貴族制が廃止された今で尚、富豪名家に生まれ、将来国を背負うであろう人材が多く就学している。
────そんな彼等を率い纏め上げる者が 凡人であるなど許される筈もない!
「あっ……ねえ皆見て!」
ここは秀知院学園・高等部。
1年生の廊下にて、一人の女子生徒が指差した先には。
「まあ!生徒会のお二人ですわ……!」
第69代生徒会にて、生徒会長と副会長を務める2人の男女が並んで歩いていた。
生徒会会長・【伊井野ミコ】!
ここ偏差値77の秀知院学園において、学年模試は小等部から現在に至るまで不動の1位!

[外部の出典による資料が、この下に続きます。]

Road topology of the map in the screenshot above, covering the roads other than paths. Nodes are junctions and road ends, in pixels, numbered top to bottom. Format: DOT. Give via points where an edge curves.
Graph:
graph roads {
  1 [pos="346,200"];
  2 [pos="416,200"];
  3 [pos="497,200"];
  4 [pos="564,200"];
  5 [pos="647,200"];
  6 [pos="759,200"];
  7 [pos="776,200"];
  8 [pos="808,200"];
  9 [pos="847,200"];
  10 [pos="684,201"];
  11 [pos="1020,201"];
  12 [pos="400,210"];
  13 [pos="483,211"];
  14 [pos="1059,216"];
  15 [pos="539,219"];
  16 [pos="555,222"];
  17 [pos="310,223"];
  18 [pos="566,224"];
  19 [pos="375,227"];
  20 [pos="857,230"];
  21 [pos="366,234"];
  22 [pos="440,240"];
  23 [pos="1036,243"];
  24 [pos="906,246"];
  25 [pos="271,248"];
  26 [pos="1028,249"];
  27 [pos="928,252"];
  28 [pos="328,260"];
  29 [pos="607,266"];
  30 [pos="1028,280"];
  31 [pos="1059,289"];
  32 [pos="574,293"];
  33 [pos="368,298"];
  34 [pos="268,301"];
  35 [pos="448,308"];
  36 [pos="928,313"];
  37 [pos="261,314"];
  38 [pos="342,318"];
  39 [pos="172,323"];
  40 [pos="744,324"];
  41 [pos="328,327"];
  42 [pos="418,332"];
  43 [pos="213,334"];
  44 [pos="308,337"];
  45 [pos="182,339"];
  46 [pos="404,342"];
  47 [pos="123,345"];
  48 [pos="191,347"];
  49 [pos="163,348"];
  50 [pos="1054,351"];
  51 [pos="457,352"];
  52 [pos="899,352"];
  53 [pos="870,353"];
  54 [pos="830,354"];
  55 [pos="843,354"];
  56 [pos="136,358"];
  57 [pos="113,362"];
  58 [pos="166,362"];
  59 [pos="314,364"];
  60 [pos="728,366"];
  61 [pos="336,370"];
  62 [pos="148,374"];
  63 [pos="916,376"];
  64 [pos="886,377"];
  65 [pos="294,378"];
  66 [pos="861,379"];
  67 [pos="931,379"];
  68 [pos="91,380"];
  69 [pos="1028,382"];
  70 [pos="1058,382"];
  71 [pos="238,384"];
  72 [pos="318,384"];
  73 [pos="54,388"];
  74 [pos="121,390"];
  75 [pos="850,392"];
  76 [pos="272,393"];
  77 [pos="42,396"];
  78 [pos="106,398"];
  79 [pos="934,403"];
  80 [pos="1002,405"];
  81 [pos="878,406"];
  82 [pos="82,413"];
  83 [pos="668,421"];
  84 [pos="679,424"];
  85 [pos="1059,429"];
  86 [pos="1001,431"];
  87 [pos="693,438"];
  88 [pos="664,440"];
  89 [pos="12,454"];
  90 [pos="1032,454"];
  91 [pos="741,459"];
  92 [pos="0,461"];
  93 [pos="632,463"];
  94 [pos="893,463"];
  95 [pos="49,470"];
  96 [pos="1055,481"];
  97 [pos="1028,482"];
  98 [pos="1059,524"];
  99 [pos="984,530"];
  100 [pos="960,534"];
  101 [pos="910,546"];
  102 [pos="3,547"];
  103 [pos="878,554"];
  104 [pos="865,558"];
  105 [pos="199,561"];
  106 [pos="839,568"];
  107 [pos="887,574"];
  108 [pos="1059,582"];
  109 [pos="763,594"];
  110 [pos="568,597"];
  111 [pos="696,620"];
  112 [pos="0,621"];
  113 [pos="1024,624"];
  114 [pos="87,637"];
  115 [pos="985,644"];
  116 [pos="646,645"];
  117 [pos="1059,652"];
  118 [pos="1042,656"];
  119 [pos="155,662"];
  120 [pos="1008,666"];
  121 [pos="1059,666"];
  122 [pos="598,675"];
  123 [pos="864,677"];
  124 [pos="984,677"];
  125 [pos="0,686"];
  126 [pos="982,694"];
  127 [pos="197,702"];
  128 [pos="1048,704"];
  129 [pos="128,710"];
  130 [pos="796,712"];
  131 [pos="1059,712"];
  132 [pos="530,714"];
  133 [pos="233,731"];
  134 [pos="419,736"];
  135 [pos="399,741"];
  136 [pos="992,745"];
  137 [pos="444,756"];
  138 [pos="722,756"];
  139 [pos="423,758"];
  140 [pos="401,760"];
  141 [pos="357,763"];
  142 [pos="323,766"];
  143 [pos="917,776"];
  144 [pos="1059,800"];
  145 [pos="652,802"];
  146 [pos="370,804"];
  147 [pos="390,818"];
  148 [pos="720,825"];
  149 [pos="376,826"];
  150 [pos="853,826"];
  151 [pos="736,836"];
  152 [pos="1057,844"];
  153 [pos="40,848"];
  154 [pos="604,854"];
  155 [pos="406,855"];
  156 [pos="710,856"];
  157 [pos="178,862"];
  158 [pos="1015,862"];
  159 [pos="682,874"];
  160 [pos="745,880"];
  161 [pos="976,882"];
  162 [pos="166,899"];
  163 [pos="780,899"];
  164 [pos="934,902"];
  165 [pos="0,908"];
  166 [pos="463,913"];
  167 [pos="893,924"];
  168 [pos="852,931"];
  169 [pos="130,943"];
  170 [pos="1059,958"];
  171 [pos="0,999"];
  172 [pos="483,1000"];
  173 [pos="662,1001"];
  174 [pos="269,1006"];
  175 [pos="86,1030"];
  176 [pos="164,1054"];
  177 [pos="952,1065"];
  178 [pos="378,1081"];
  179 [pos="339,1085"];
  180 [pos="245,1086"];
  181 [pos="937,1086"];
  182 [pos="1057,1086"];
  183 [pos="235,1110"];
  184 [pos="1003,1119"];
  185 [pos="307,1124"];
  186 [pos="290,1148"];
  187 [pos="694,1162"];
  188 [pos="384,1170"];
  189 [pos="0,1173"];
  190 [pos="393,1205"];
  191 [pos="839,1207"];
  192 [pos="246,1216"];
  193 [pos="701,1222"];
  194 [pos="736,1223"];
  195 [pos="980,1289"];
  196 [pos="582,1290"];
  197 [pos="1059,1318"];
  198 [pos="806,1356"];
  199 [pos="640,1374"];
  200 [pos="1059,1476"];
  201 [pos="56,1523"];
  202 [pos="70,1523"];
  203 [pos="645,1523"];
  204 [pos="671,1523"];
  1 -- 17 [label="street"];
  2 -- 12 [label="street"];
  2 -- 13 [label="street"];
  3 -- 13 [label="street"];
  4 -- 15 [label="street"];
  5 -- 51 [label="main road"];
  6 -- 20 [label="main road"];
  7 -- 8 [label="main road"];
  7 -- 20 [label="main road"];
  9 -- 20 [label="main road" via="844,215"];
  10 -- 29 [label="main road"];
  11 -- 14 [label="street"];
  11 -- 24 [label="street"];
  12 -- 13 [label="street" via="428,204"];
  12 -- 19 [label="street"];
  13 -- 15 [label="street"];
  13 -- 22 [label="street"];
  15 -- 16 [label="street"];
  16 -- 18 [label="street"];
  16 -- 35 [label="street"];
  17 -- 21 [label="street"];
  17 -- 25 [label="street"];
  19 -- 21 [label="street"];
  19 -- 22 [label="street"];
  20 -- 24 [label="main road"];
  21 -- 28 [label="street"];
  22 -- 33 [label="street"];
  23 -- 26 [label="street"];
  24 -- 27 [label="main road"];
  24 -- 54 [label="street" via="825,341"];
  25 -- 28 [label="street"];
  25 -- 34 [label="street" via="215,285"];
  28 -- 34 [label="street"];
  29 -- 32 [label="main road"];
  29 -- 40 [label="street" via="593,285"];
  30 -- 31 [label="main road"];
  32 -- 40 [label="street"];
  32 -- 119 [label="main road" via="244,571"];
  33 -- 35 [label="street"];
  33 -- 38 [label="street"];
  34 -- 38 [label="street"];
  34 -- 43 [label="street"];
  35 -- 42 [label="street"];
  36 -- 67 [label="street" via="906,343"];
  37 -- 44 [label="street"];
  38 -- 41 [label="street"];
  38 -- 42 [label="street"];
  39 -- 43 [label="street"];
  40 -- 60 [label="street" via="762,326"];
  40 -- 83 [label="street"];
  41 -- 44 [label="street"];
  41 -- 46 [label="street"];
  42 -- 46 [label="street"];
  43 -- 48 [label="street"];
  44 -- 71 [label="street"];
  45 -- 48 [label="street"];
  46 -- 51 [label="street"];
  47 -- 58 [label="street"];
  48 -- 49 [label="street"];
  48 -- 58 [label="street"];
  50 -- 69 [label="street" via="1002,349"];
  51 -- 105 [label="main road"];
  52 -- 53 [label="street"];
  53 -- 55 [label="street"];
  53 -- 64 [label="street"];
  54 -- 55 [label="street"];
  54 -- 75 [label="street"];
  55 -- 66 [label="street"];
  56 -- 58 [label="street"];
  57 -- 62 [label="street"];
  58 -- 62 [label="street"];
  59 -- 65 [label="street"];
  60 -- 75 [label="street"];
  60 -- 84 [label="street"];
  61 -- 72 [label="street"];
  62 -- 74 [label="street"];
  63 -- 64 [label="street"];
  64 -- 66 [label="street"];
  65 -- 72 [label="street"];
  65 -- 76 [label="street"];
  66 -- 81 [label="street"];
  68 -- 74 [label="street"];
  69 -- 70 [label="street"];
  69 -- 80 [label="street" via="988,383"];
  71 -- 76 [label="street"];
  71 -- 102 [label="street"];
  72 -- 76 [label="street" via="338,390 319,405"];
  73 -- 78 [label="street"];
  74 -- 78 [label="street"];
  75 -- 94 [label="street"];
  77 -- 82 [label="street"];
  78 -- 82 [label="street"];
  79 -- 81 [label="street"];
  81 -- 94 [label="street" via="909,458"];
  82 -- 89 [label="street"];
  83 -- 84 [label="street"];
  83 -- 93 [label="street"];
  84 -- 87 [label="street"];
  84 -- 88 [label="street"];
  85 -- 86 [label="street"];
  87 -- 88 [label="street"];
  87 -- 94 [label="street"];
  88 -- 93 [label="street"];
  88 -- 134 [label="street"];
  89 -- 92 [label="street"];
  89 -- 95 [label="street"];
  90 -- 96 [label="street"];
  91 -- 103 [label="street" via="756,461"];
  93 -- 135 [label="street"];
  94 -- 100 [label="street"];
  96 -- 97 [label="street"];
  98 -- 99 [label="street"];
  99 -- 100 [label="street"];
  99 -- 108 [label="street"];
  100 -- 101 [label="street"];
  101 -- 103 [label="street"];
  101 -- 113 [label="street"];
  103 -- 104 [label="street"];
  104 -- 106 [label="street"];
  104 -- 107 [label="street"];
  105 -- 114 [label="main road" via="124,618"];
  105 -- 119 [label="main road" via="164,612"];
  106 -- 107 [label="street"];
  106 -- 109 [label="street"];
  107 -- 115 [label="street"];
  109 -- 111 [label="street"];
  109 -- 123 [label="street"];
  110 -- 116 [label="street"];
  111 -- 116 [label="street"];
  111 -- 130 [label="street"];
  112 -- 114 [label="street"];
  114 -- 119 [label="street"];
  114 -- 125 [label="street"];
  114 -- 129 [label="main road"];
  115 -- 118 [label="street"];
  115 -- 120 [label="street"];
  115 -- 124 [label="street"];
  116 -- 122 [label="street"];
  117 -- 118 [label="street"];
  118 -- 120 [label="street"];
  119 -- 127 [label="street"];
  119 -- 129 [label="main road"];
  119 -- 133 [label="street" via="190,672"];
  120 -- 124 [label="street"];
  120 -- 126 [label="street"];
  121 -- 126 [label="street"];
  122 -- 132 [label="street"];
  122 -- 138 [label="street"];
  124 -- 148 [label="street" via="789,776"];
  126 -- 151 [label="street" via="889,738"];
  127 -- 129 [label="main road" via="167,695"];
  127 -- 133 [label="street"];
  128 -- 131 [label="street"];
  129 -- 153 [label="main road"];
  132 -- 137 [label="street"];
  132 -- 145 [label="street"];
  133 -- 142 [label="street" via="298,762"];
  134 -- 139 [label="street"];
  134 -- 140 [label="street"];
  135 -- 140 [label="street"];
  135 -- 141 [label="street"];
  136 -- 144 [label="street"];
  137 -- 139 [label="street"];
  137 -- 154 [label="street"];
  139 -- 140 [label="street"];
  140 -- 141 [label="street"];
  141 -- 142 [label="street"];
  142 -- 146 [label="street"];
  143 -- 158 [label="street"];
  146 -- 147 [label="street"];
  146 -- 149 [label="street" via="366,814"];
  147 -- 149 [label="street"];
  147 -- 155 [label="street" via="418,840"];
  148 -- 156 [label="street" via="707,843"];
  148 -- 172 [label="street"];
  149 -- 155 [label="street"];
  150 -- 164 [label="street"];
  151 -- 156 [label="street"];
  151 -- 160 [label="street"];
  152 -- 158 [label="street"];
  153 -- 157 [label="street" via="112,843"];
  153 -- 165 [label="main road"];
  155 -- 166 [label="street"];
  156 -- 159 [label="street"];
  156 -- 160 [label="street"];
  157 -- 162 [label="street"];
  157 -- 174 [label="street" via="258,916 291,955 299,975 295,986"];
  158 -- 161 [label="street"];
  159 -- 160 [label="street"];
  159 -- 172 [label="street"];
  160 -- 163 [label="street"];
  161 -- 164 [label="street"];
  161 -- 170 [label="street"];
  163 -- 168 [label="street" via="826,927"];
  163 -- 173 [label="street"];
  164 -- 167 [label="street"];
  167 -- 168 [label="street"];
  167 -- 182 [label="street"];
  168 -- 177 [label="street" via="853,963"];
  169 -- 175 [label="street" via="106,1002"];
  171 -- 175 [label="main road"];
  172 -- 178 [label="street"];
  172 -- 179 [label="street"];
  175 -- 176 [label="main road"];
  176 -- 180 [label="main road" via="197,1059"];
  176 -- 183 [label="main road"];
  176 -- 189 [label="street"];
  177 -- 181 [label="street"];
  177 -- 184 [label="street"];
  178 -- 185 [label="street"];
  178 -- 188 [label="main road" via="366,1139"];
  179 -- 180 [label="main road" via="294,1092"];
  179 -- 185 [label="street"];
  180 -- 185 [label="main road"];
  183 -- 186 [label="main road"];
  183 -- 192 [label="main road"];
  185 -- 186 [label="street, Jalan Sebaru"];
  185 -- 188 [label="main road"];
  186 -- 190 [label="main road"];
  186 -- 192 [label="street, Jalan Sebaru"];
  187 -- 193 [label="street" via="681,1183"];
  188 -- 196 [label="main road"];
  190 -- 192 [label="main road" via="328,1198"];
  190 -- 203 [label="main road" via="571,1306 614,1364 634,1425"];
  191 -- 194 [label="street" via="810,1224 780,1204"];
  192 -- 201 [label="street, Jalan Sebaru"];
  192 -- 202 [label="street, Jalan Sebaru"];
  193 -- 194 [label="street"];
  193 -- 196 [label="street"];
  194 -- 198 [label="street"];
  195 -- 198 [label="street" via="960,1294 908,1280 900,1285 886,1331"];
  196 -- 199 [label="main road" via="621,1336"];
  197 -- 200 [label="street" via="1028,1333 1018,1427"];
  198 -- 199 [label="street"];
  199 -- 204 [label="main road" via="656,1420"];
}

その明晰な頭脳に加え、学内の環境改善に向けたひたむきで細やかな活動が評価され、生徒会長の座を射止めた優秀な女子生徒である!
前会長に比べカリスマ性は劣るものの、その努力家な姿勢から周りのサポートを得、会長として申し分ない成果を挙げてきている!
そして、そんな生徒会長を傍らで支える男が。
生徒会副会長・【石上優】!
内向的な性格ではあるが、優秀な会計処理能力を買われ1年時から生徒会役員を務め続け、現在まで3期連続で生徒会役員を務める経験豊富な役員である!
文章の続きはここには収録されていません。